The initial model step specifies a simulation of the real world. The function step adds to this simulation the further executable operations and processes needed to produce output of the system. System timing step provides synchronisation among processes, introduces constraints. This stage is the combination of the former ‘Initial model’ step, the ‘function’ step and the ‘system timing’ step.

=== Implementation stage ===
In the implementation stage the abstract network model of the solution is converted into a physical system, represented as a system implementation diagram (SID). The SID shows the system as a scheduler process that calls modules that implement the processes. Datastreams are represented as calls to inverted processes. Database symbols represent collections of entity state-vectors, and there are special symbols for file buffers (which must be implemented when processes are scheduled to run at different time intervals).

The central concern of implementation step is optimization of the system. It is necessary to reduce the number of processes because it is impossible to provide each process that is contained in specification with its own virtual processor. By means of transformation, processes are combined in order to limit their number to the number of processors.

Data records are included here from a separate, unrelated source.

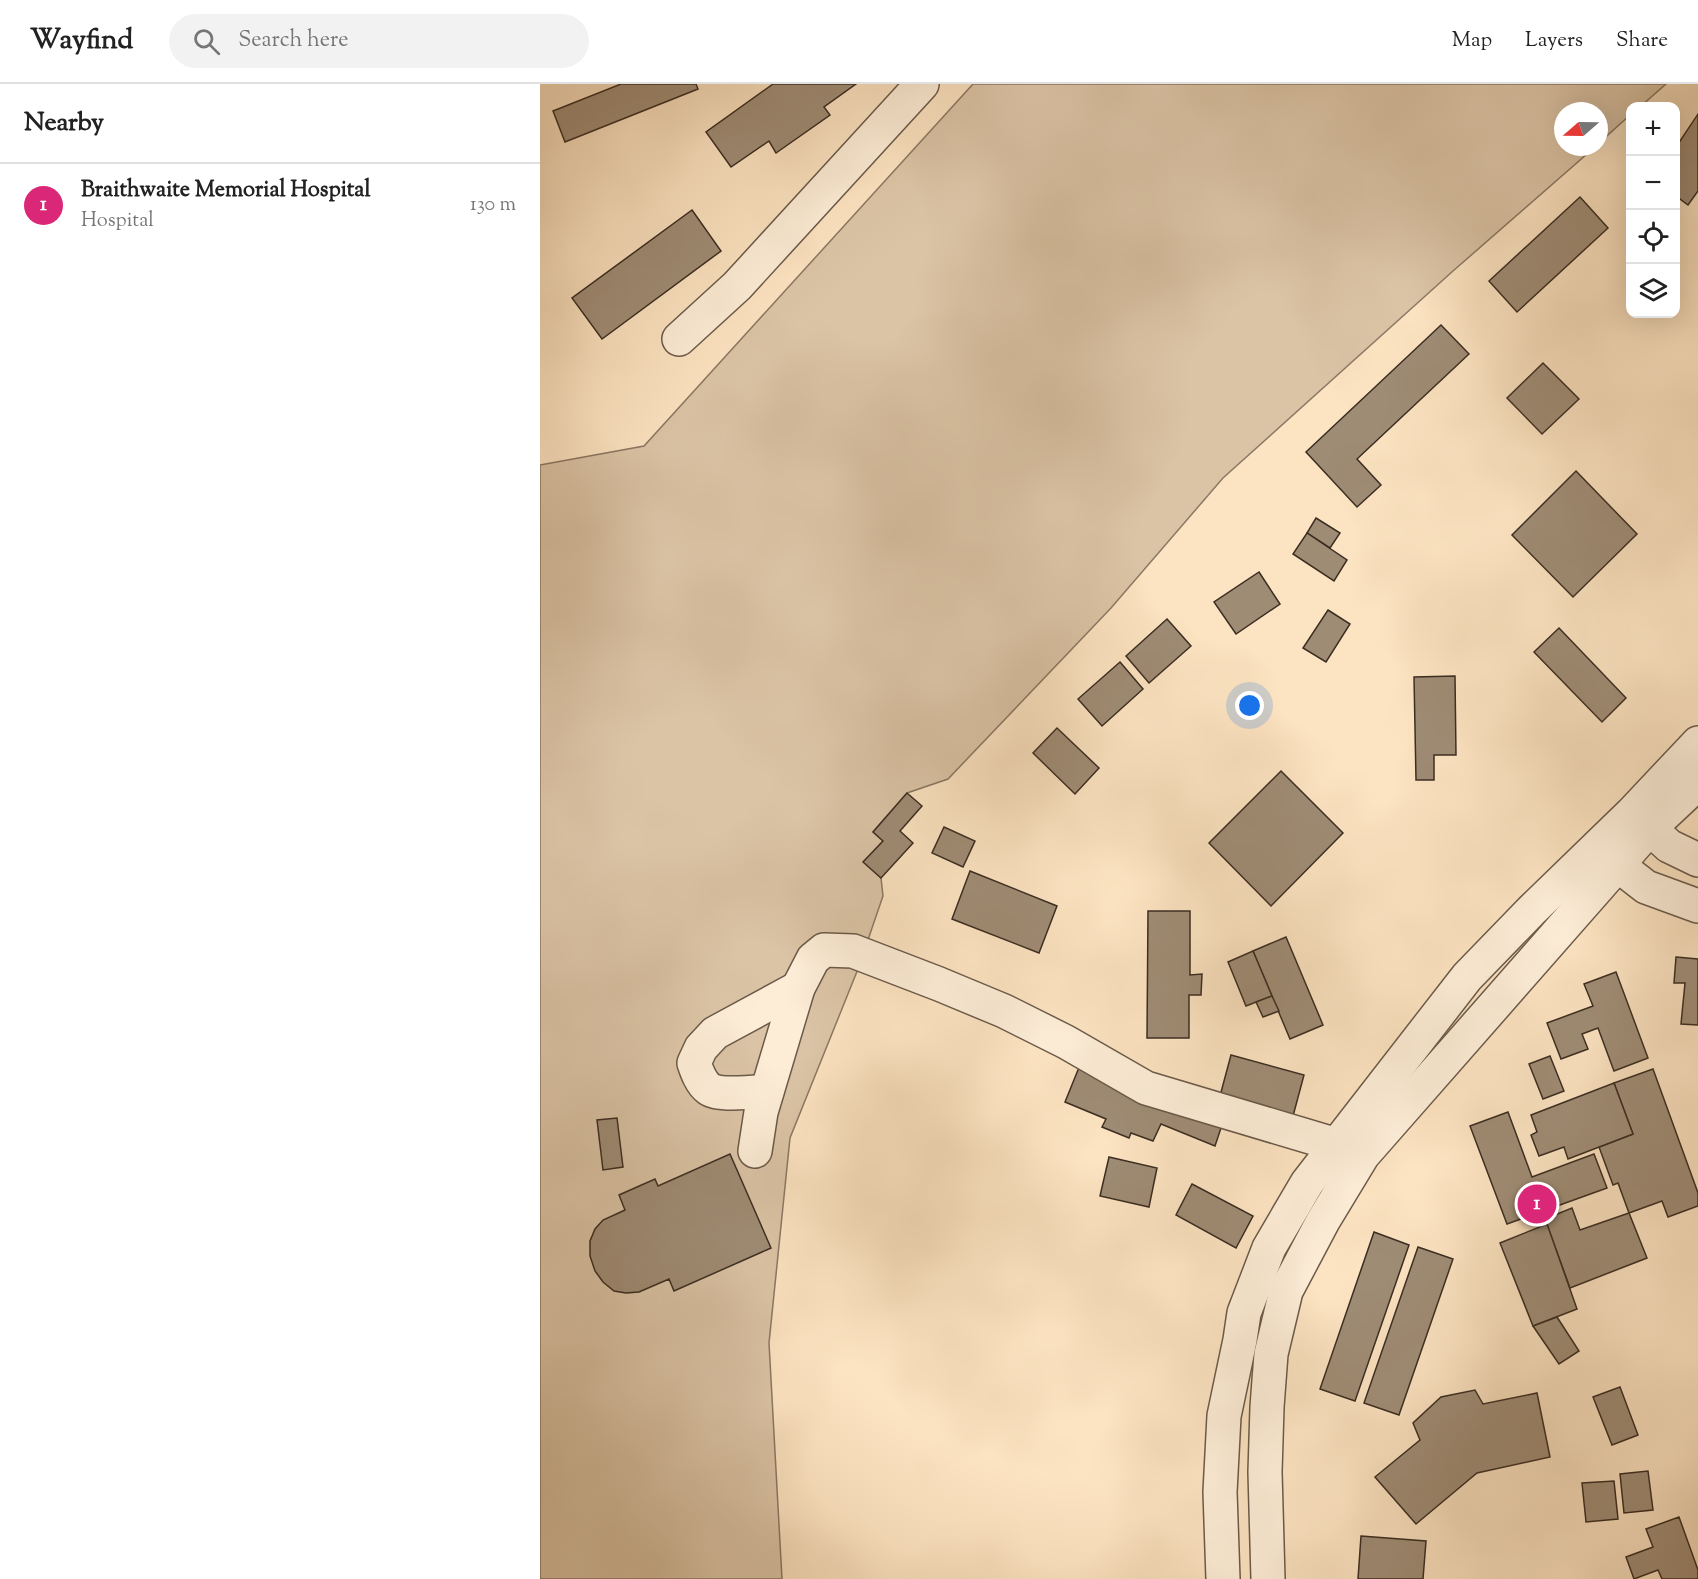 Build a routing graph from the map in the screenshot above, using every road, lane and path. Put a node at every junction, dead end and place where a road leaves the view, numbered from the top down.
1 (921, 84) edge
2 (678, 339) dead end
3 (1698, 743) edge
4 (1698, 783) edge
5 (1641, 820) junction
6 (1606, 856) junction
7 (1698, 860) edge
8 (1698, 906) edge
9 (798, 987) junction
10 (767, 1091) junction
11 (1336, 1145) junction
12 (755, 1151) dead end
13 (1223, 1579) edge
14 (1268, 1579) edge

1 - 2 street
3 - 5 street
4 - 5 street
5 - 6 street
5 - 7 street
6 - 8 street
6 - 11 street
6 - 14 street
9 - 10 street
9 - 10 street
9 - 11 street
10 - 12 street
11 - 13 street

=== Designing the diagrams ===
- Entity structure diagram (ESD)
The diagram shows how the action entities cooperate with the system. Entity structure diagram (ESD) notations:
- Entity: An entity is an object that is used on the system and by the system.
- Action: The actions that are carried out by entities and the actions that affect other entities.
- Construct-sequence: The JSD construct is identical to the SSADM Entity Life History construct. Use a SequenceConstruct to illustrate actions that are applied from left to right.
- Construct-selection: To reflect a choice between two or more actions. Mark the options in the topright corner with a "o" (option).
- Construct-recurrence: When an action repeats, place a small asterisk (*) in the topright corner.
Normally there would be only one action underneath a RecurringConstruct.
- Null component: A Null component can make sure nothing happens in an IF-ELSE statement.

- Network diagram (ND)
Network diagrams show the interaction between the processes. Sometimes they are referred to as system specification diagrams (SSDs). Network diagram (ND) notations:
- Process: Processes represent system functions. A process model represents the primary system functions. It generally has a relation with an outside entity through the datastream.
- Datastream connection: In a datastream connection, process A (the entity that writes the datastream) actively sends information to another process B.
- State vector inspection: In a state vector connection, process B (the entity that reads the state vector information) reads the state vector information of another entity A.

The difference between a state vector connection and a data stream connection lies in which process is active. In a datastream connection, the process with the information, A, is the active process; it actively sends a message to the datastream reader B at a time that it (A, the sender) chooses. In a state vector inspection, the process with the information, A, is passive; it does nothing but let the reader process B inspect its (A's) state vector. B, the process doing the inspection, is the active process; it decides when it will read information from A. Roughly speaking, datastream connection is an abstraction of message passing, while state vector inspection is an abstraction for polling (and for database retrieval).